▸ PROBLEM TO WORK ON
So that the copy stays text only, transcribe the data below exactly and exclude the images.

+ + + + + + +

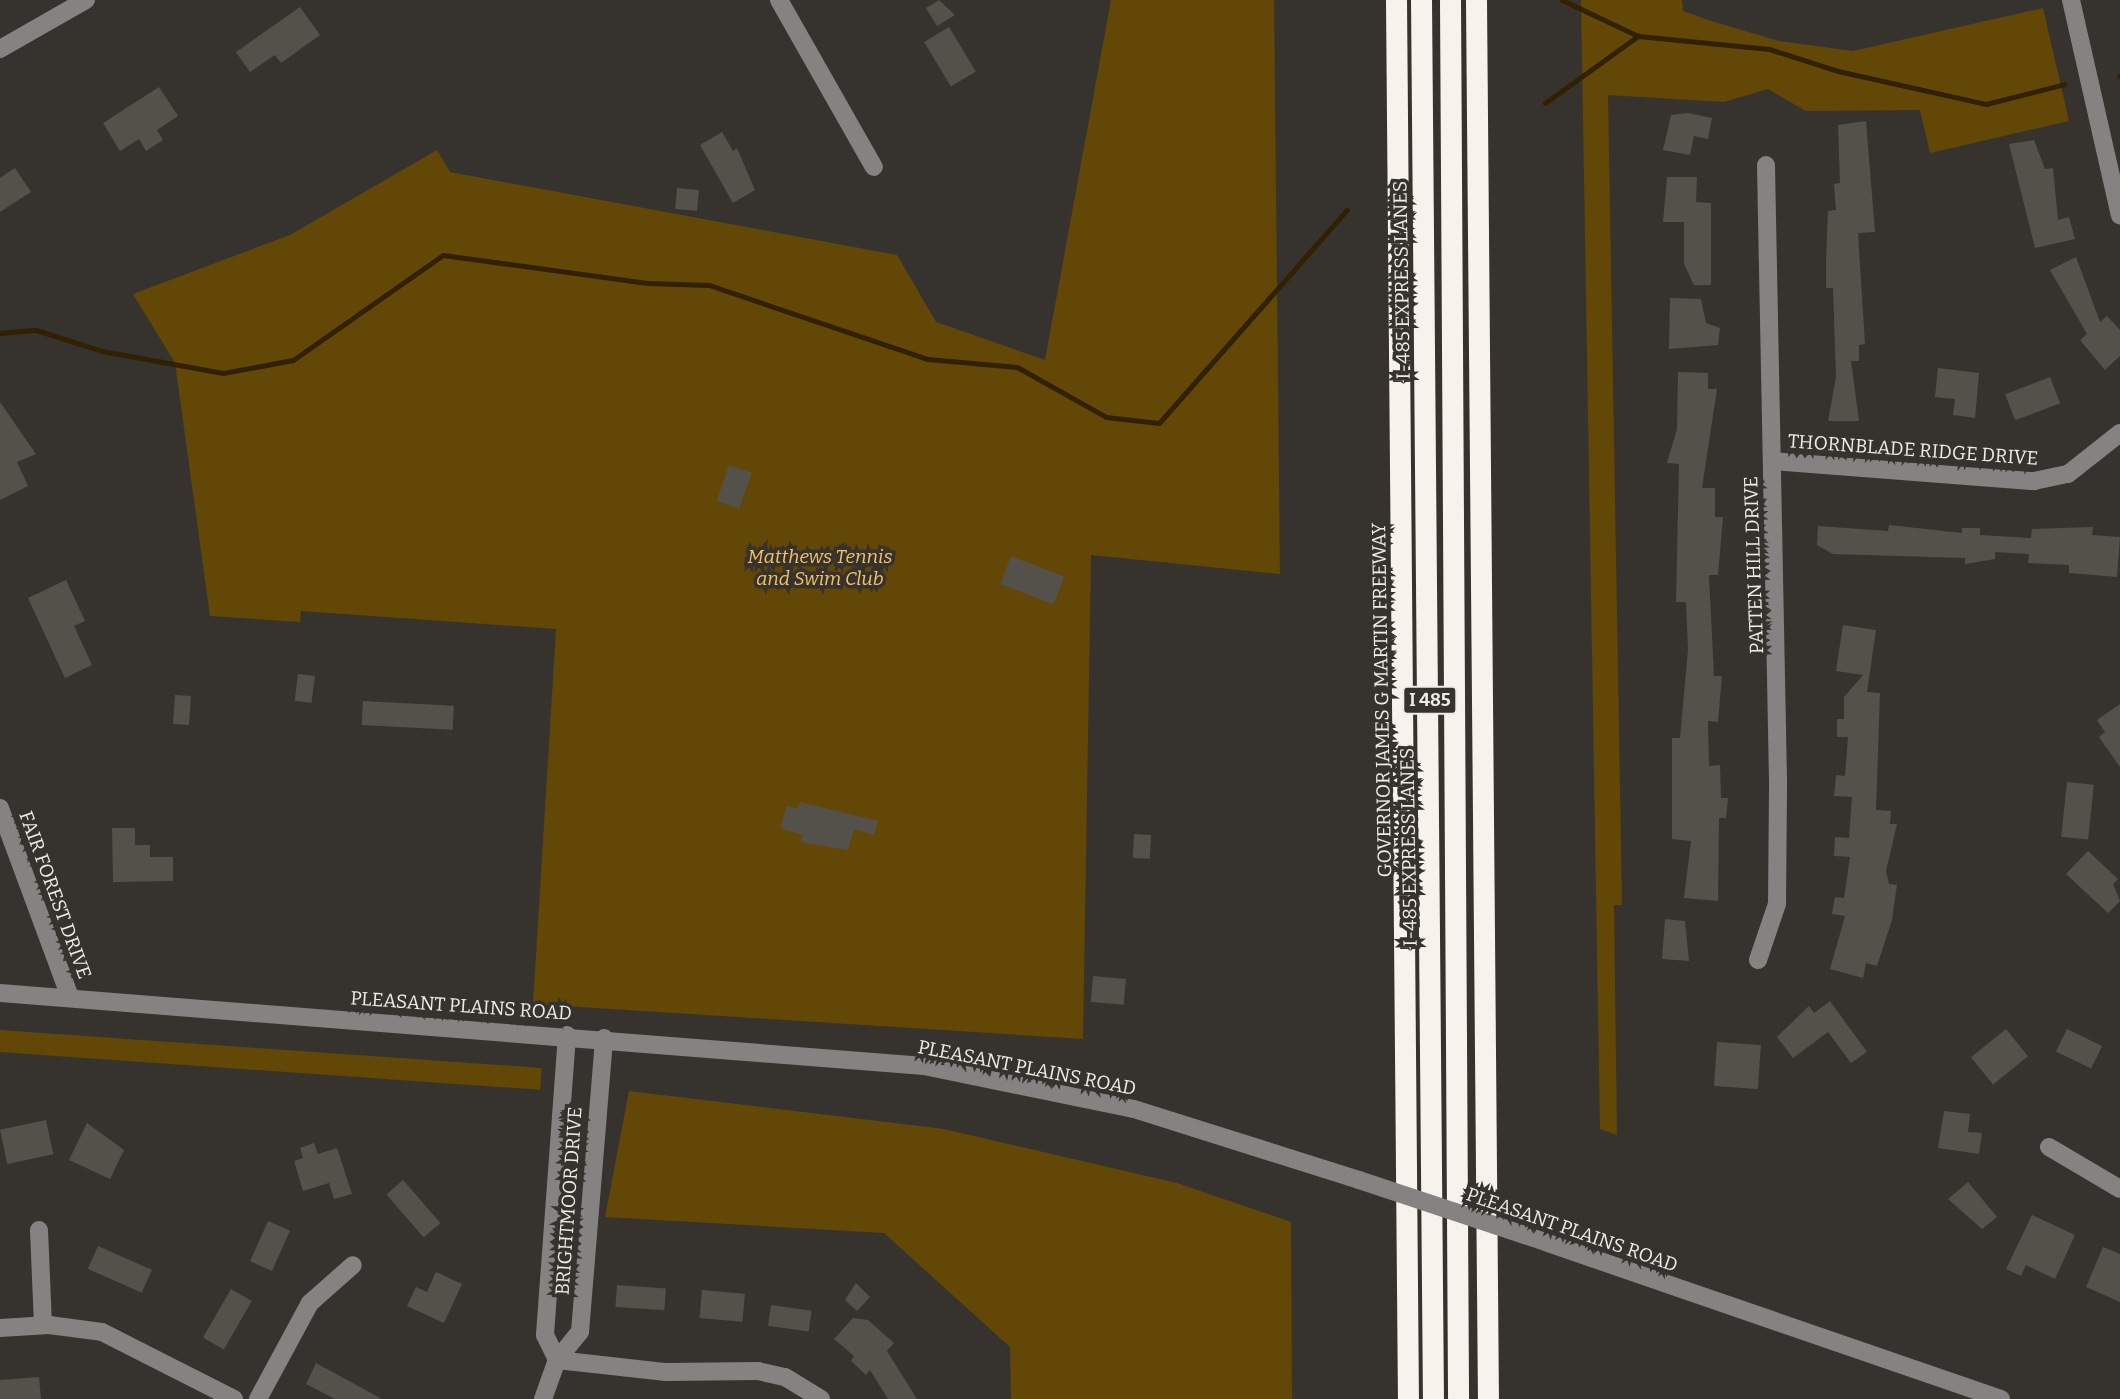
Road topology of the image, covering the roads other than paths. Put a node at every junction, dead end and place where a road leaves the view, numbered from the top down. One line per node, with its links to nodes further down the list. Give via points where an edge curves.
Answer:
1 (86, 0): 8 (street)
2 (779, 0): 10 (street)
3 (1396, 0): 27 (highway, GOVERNOR JAMES G MARTIN FREEWAY / I 485)
4 (1422, 0): 22 (highway, I-485 EXPRESS LANES / I 485)
5 (1450, 0): 12 (highway, I 485)
6 (1476, 0): 15 (highway, I 485)
7 (2071, 0): 11 (street)
8 (0, 49)
9 (1766, 165): 14 (street, PATTEN HILL DRIVE)
10 (874, 167)
11 (2120, 215)
12 (1452, 356): 15 (highway); 37 (highway, I 485)
13 (2120, 433): 14 (street, THORNBLADE RIDGE DRIVE, via 2068,474 2034,481)
14 (1772, 461): 17 (street, PATTEN HILL DRIVE, via 1777,904)
15 (1484, 561): 38 (highway, I 485)
16 (0, 808): 19 (street, FAIR FOREST DRIVE)
17 (1758, 960)
18 (0, 993): 19 (street, PLEASANT PLAINS ROAD)
19 (70, 998): 20 (street, PLEASANT PLAINS ROAD)
20 (567, 1035): 21 (street, PLEASANT PLAINS ROAD); 30 (street, BRIGHTMOOR DRIVE, via 545,1335)
21 (604, 1038): 30 (street, BRIGHTMOOR DRIVE, via 580,1332); 39 (street, PLEASANT PLAINS ROAD, bridge, via 924,1066 1133,1110 1359,1180)
22 (1435, 1057): 27 (highway); 36 (highway, I-485 EXPRESS LANES / I 485)
23 (2049, 1147): 24 (street)
24 (2120, 1189)
25 (39, 1230): 28 (street)
26 (353, 1265): 32 (street, via 317,1293)
27 (1409, 1314): 35 (highway, GOVERNOR JAMES G MARTIN FREEWAY / I 485)
28 (43, 1325): 29 (street); 31 (street, via 102,1332)
29 (0, 1328)
30 (557, 1360): 33 (street, BRIGHTMOOR DRIVE); 34 (street, via 666,1372 758,1371 785,1377)
31 (234, 1399)
32 (258, 1399)
33 (543, 1399)
34 (821, 1399)
35 (1408, 1399)
36 (1433, 1399)
37 (1458, 1399)
38 (1488, 1399)
39 (2001, 1399)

+ + + + + + +

▸ OUTPUT OF THE EXERCISE
Road topology of the image, covering the roads other than paths. Put a node at every junction, dead end and place where a road leaves the view, numbered from the top down. One line per node, with its links to nodes further down the list. Give via points where an edge curves.
Answer:
1 (86, 0): 8 (street)
2 (779, 0): 10 (street)
3 (1396, 0): 27 (highway, GOVERNOR JAMES G MARTIN FREEWAY / I 485)
4 (1422, 0): 22 (highway, I-485 EXPRESS LANES / I 485)
5 (1450, 0): 12 (highway, I 485)
6 (1476, 0): 15 (highway, I 485)
7 (2071, 0): 11 (street)
8 (0, 49)
9 (1766, 165): 14 (street, PATTEN HILL DRIVE)
10 (874, 167)
11 (2120, 215)
12 (1452, 356): 15 (highway); 37 (highway, I 485)
13 (2120, 433): 14 (street, THORNBLADE RIDGE DRIVE, via 2068,474 2034,481)
14 (1772, 461): 17 (street, PATTEN HILL DRIVE, via 1777,904)
15 (1484, 561): 38 (highway, I 485)
16 (0, 808): 19 (street, FAIR FOREST DRIVE)
17 (1758, 960)
18 (0, 993): 19 (street, PLEASANT PLAINS ROAD)
19 (70, 998): 20 (street, PLEASANT PLAINS ROAD)
20 (567, 1035): 21 (street, PLEASANT PLAINS ROAD); 30 (street, BRIGHTMOOR DRIVE, via 545,1335)
21 (604, 1038): 30 (street, BRIGHTMOOR DRIVE, via 580,1332); 39 (street, PLEASANT PLAINS ROAD, bridge, via 924,1066 1133,1110 1359,1180)
22 (1435, 1057): 27 (highway); 36 (highway, I-485 EXPRESS LANES / I 485)
23 (2049, 1147): 24 (street)
24 (2120, 1189)
25 (39, 1230): 28 (street)
26 (353, 1265): 32 (street, via 317,1293)
27 (1409, 1314): 35 (highway, GOVERNOR JAMES G MARTIN FREEWAY / I 485)
28 (43, 1325): 29 (street); 31 (street, via 102,1332)
29 (0, 1328)
30 (557, 1360): 33 (street, BRIGHTMOOR DRIVE); 34 (street, via 666,1372 758,1371 785,1377)
31 (234, 1399)
32 (258, 1399)
33 (543, 1399)
34 (821, 1399)
35 (1408, 1399)
36 (1433, 1399)
37 (1458, 1399)
38 (1488, 1399)
39 (2001, 1399)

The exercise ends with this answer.